My own personal philosophy: Being the change you want to see and doing things you want to do should be enough for anyone. If you want to ignore the “hivemind” feel free. Froody. But its not a negative thing and a lot of people, even after 3 years of play find happiness in just doing the netdeck thing. This doesn’t sadden me because its what makes them happy and it doesn’t stop me from going off and doing my own thing. I go off and do my own thing all the time. I tell people they should play memstrips. I tell people to play paywall implementation and sacrificial construct. I have advocated putting cards like fester in a deck and taking them to a tournament. So I’m not ignorant of the way the general competitive populace looks a these cards and evaluates them. But we move on. And if we’re good at what we do, that populace one day ends up copying something we’ve done. Like maybe there’s a memstrips in the top 4 at worlds in 2015.

My 2 creds, do your own thing, even if that’s following others, and keep an open mind.

So we are more or less saying the same thing. You’re just accusing me of actually looking down on others through my words in some way despite the fact that I claim not to do so?

I don’t know about a language barrier, I try not to bring that up since it doesn’t really matter what language we speak in, as long as both parties in a discussion are willing to listen. If I say something wrong, you should give me a break and just allow me to rephrase. It’s never a language barrier problem imho.

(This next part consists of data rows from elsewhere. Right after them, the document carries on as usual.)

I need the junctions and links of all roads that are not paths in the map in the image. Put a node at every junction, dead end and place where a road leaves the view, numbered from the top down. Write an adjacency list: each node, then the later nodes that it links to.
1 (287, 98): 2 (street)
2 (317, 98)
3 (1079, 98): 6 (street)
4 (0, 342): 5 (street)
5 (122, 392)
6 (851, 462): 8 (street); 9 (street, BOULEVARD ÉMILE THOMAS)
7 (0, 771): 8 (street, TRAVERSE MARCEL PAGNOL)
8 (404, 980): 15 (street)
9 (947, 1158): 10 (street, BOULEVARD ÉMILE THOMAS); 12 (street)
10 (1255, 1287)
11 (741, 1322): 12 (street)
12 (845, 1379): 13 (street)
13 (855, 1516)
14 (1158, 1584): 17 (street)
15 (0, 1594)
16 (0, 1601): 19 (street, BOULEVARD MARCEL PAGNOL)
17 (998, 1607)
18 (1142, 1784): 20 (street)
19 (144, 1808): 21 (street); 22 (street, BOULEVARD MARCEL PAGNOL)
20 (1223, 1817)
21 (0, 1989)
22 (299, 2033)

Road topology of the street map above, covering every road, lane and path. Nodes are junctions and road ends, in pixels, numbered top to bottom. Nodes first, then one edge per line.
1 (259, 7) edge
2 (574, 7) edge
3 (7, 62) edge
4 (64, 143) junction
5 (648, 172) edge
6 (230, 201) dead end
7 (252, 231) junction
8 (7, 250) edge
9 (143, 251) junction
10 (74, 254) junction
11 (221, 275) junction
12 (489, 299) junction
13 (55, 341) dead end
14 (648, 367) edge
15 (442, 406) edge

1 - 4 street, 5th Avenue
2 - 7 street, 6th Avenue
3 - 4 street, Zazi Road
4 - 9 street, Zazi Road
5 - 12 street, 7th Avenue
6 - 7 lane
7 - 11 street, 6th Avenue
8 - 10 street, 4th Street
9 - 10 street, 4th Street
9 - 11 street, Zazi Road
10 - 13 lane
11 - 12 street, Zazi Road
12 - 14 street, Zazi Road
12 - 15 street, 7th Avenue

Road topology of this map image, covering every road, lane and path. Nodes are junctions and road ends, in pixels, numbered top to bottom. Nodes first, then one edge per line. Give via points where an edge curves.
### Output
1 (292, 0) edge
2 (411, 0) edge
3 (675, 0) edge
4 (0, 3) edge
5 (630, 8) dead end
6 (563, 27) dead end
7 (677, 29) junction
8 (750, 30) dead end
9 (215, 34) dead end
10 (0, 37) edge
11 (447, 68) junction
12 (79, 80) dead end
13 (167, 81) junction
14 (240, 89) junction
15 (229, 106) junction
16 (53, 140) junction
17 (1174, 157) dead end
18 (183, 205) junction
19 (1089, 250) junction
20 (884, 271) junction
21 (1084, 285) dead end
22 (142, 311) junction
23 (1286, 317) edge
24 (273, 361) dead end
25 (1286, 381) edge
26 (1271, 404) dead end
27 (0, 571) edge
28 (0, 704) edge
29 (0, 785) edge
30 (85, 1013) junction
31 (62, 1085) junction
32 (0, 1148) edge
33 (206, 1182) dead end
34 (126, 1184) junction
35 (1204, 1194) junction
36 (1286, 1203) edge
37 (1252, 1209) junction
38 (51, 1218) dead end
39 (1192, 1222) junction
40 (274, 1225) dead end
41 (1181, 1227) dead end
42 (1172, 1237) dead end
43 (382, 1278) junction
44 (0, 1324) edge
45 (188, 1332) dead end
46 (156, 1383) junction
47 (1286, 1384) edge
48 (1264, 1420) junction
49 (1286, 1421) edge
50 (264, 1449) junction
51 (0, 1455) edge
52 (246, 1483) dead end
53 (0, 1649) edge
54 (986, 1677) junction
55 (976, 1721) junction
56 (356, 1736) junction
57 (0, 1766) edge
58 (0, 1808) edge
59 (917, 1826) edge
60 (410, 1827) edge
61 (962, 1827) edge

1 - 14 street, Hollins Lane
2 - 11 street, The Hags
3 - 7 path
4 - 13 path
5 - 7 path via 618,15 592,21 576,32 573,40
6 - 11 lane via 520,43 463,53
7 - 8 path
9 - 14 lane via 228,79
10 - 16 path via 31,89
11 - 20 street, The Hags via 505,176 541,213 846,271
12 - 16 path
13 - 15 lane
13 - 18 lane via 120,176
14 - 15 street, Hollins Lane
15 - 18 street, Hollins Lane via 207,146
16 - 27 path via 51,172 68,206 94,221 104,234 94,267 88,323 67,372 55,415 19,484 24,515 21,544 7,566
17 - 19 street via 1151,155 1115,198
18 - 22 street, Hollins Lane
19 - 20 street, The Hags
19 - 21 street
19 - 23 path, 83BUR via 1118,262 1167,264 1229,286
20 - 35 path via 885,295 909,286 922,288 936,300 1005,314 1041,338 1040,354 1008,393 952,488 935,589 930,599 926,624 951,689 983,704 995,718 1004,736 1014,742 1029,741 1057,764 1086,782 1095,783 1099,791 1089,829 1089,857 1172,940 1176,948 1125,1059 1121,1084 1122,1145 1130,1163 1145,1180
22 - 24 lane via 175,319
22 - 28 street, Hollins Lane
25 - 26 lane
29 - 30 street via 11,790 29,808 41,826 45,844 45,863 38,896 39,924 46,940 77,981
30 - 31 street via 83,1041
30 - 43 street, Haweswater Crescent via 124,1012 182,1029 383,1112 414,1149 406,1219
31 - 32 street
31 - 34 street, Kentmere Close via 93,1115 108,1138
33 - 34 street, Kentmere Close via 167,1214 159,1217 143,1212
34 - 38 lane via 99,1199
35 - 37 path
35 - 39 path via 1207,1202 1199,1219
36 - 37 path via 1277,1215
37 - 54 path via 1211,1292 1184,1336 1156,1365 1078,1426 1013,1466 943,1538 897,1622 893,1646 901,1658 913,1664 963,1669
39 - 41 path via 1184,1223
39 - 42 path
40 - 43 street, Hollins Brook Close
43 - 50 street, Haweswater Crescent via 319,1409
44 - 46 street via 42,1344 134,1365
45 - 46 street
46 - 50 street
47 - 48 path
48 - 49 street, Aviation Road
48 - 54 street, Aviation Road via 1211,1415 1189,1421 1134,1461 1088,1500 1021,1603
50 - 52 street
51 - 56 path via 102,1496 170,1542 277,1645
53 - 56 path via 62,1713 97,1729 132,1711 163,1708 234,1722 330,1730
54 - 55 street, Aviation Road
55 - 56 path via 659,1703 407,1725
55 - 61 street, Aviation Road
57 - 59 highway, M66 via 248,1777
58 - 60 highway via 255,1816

As I said, I don’t mind people net-decking and I even mentioned that I condone it myself when talking to other NR players.

The hivemind can be happy with what it’s doing. I don’t care about that. I am open enough though, to be able to listen both to the hivemind as well as my own mind.

Are you aware that some (most?) people see the word “hivemind” as a pejorative? I’m bouncing pretty hard off most of your writing I see here because I see it as rather condescending. I really don’t want to argue in several hundred word posts like gumOnShoe, just wanted to say that’s probably why you aren’t getting a lot of interesting back-and-forth here.

I didn’t mention the word Hivemind. I referred to it because gumOnShoe did.

Nowhere in my article is that word mentioned. If you didn’t read the article then please don’t throw accusations and make assumptions. :wink:

It’s funny that you said “you aren’t getting a lot of interesting back and forth here.” Because I am getting that through private messages. Maybe people are afraid of that “hivemind”? Maybe people don’t wanna come out as the “open thinkers” and stand out?

That’s a whole different topic though. I’ll maybe post it somewhere, where it won’t be looked down upon. So that people can actually speak freely.

Oh what is that you are saying Constantine? That people like to only trash-talk here? Oh no waaaaayyyyyy!

Fair enough. I picked that particular word because you used it in the immediately preceeding post twice.

I did read the article, for what it’s worth. I really don’t want to argue about this tone issue though. Obviously, you disagree.